Well, I don't know about Ms. Bosson but it has been my observation that some folks you'd assume surely don't need the money need the money. Maybe they went through a messy divorce or maybe they had some bad investments or a Business Manager who put all their money into a chain of Bill Cosby Day Spas for Women or something. When I have been in a position of being able to hire actors, it's mostly for jobs that pay scale — i.e., the minimum rate set by their union. You'd be surprised at some of the "name" actors who either call me, have their agent call me or have a friend contact me when there's a chance I can hire them.

I would say that more common than that is the actor who ain't had a lot of people asking for his autograph lately or treating him like a celebrity. I see a lot of folks at the Hollywood Show and other autograph-vending events that strike me as more interested in that than the cash. It's a very strange thing to go from being on a series for years — which often means being recognized everywhere you go and getting many forms of preferential treatment — to not being recognized at all or very often. Spending a few days chatting with people who know who you are, even if they don't splurge for an autographed 8-by-10 can scratch a lingering itch.

There are also some who don't need the money but have a hard time saying no if someone says to them, "Hey, you could make X thousand dollars for signing your name for two days." Even some really rich people have trouble turning down real easy money. Some of them — and I know this from personal conversations — give the dough to charity or to some sick relative. Back in 2001, in a post here, I wrote about a melancholy memory from one of the earliest Hollywood Shows…

…It involved the late comedian Pat Paulsen who, at the time of course, was not a late comedian. Alas, he then knew he was about to become one. He'd been diagnosed with something terminal — the big "C," I believe — and was out on a crusade to accrue cash to leave his family. Pat was a very sweet, very funny man who had managed to not rack up much of a fortune during his years on television — though I suspect his last minute putsch for dollars was less a matter of needing cash than of needing something constructive to do. Whatever, for his last few months, he was appearing everywhere he could, performing and signing, making whatever money he could make.

Colleagues were abetting him. Ruth Buzzi was sitting with him that day, dolled up in the Gladys Ormphby outfit she wore on Laugh-In, signing and posing for photos, with and without him, all proceeds going to Pat. A few other stars lent their celebrity to the effort while autograph dealers, aware that the supply of Paulsen autographs was soon to be finite, were stocking up, buying multiples from him. It was sad…but it would have been even sadder if Pat hadn't had that outlet.
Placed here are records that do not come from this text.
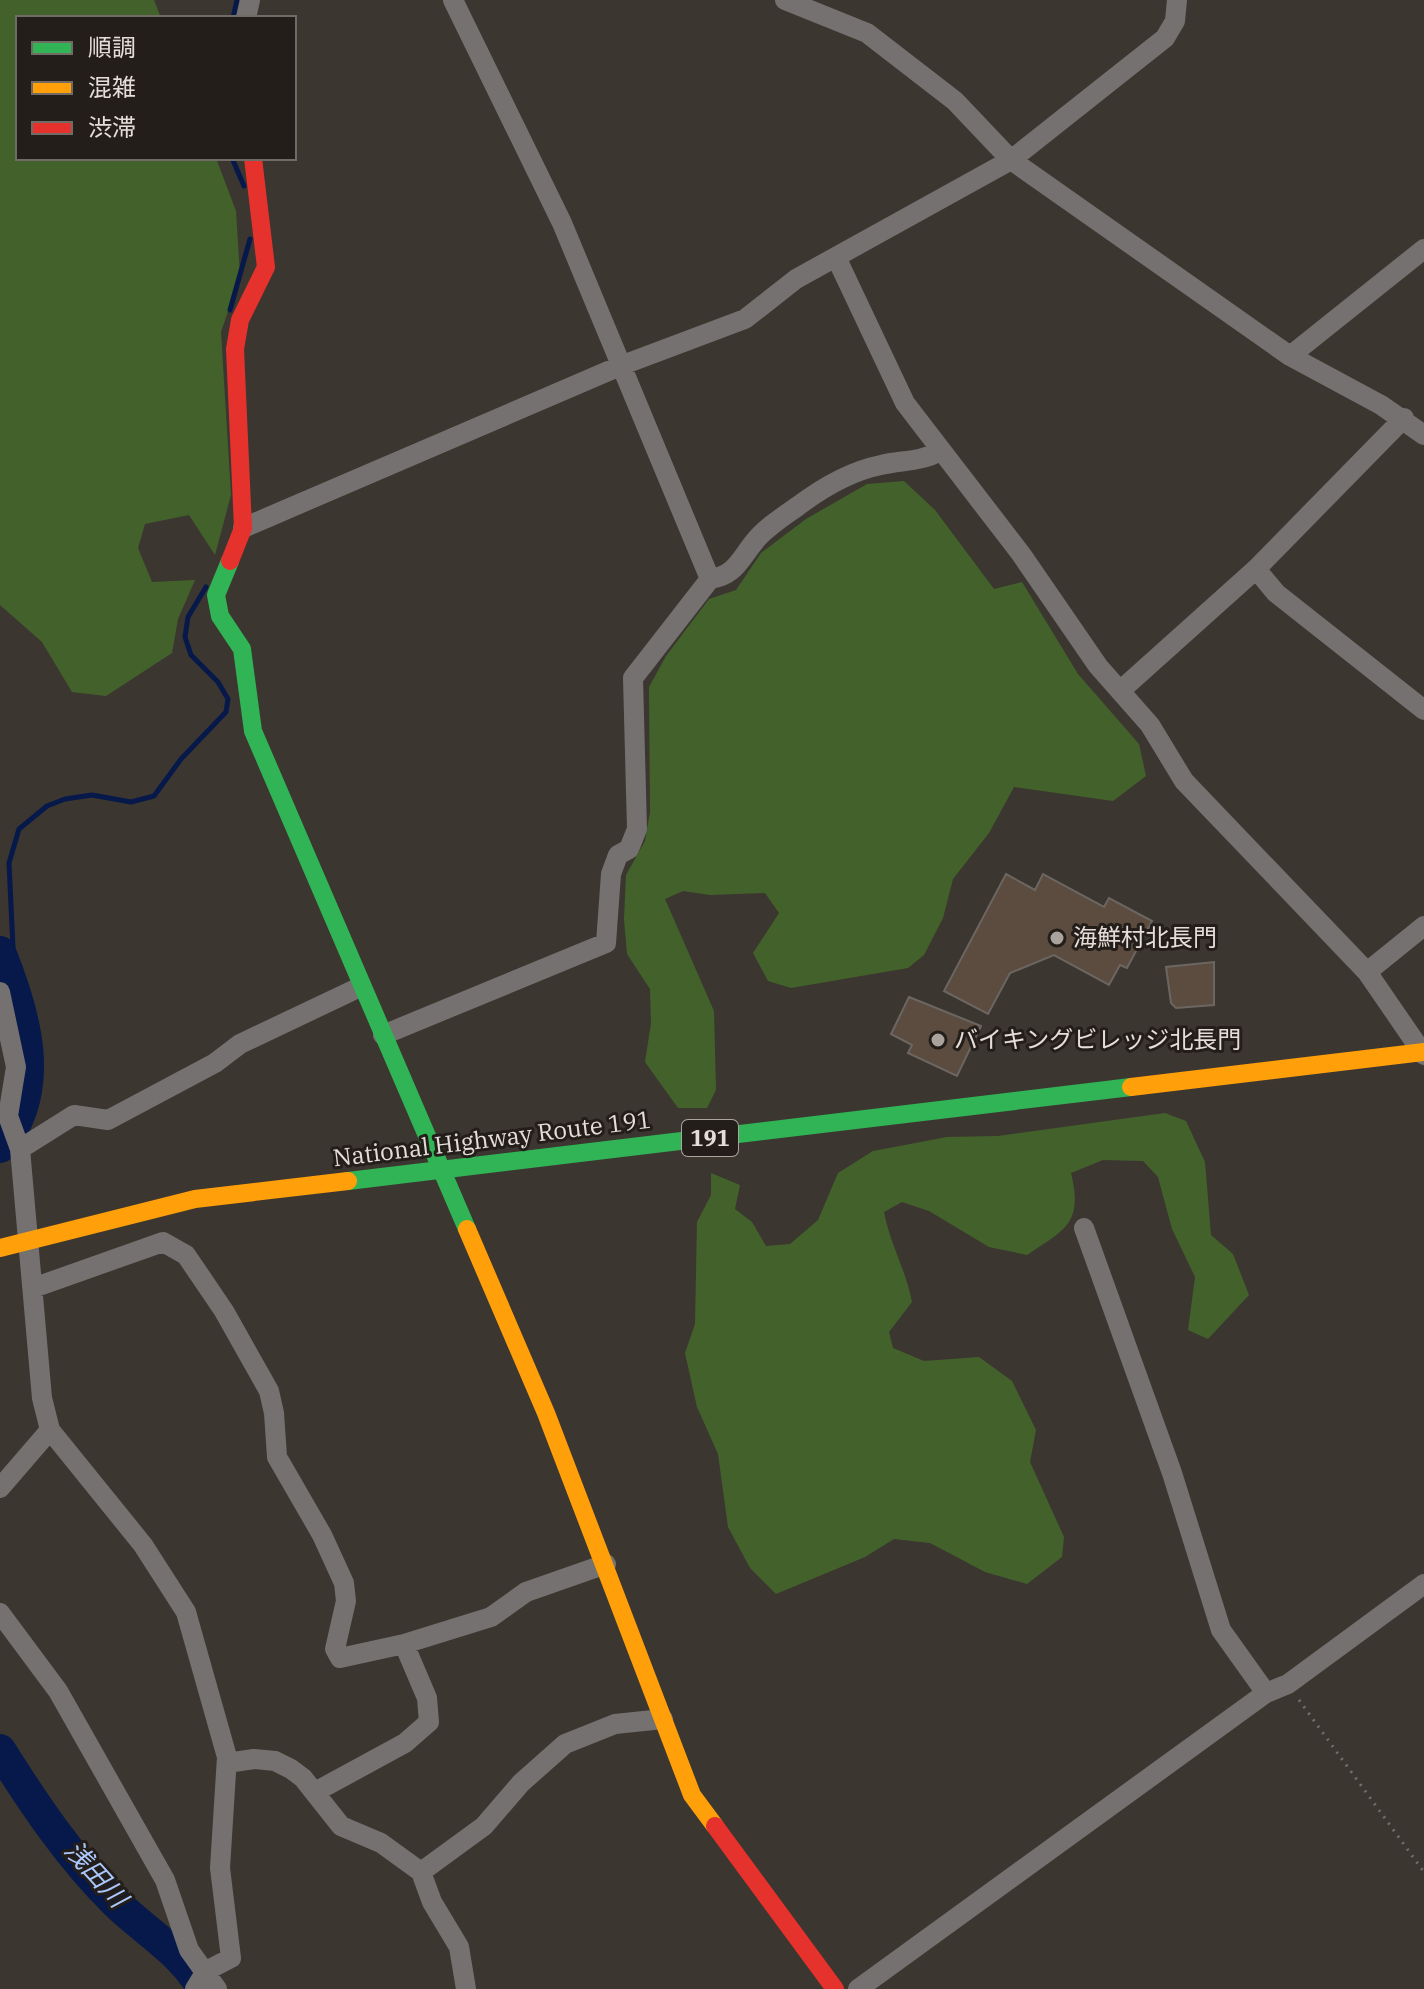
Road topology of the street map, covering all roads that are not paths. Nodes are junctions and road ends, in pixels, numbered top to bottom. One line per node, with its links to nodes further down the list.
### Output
1 (453, 0): 9 (street)
2 (785, 0): 5 (street)
3 (1177, 0): 5 (street)
4 (253, 160): 13 (main road)
5 (1011, 160): 7 (street); 8 (street)
6 (1424, 249): 8 (street)
7 (836, 257): 9 (street); 12 (street)
8 (1290, 356): 10 (street)
9 (620, 366): 13 (street); 15 (street)
10 (1404, 418): 11 (street); 14 (street)
11 (1424, 435)
12 (940, 451): 15 (street); 16 (street)
13 (243, 528): 20 (main road)
14 (1256, 569): 16 (street); 17 (street)
15 (710, 579): 22 (street)
16 (1120, 691): 19 (street)
17 (1424, 710)
18 (1424, 926): 19 (street)
19 (1367, 972): 23 (street)
20 (360, 987): 22 (main road); 24 (street)
21 (0, 992): 24 (street)
22 (383, 1035): 25 (main road)
23 (1424, 1053): 25 (main road, National Highway Route 191 / 191)
24 (15, 1138): 27 (street)
25 (440, 1167): 27 (main road, National Highway Route 191 / 191); 32 (main road)
26 (1084, 1228): 36 (street)
27 (29, 1238): 28 (main road, National Highway Route 191 / 191); 29 (street)
28 (0, 1248)
29 (33, 1288): 30 (street); 35 (street)
30 (50, 1430): 31 (street); 38 (street)
31 (0, 1488)
32 (606, 1564): 35 (street); 37 (main road)
33 (1424, 1584): 36 (street)
34 (0, 1613): 41 (street)
35 (404, 1644): 39 (street)
36 (1266, 1693): 44 (street)
37 (663, 1719): 40 (street); 43 (main road)
38 (227, 1763): 39 (street); 41 (street)
39 (315, 1792): 40 (street)
40 (421, 1872): 42 (street)
41 (203, 1982)
42 (466, 1989)
43 (835, 1989)
44 (858, 1989)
Anyway, to answer your question, I'll take a guess and say that at one of those shows, 25% need the money, 25% would like the money, 25% can't turn down the money and 25% like the attention and the fact that they get to chat with people who know who they are and what they've done. And in each of those groups, there are probably some who tell themselves it's for one of these reasons when it's actually to some extent about another of them.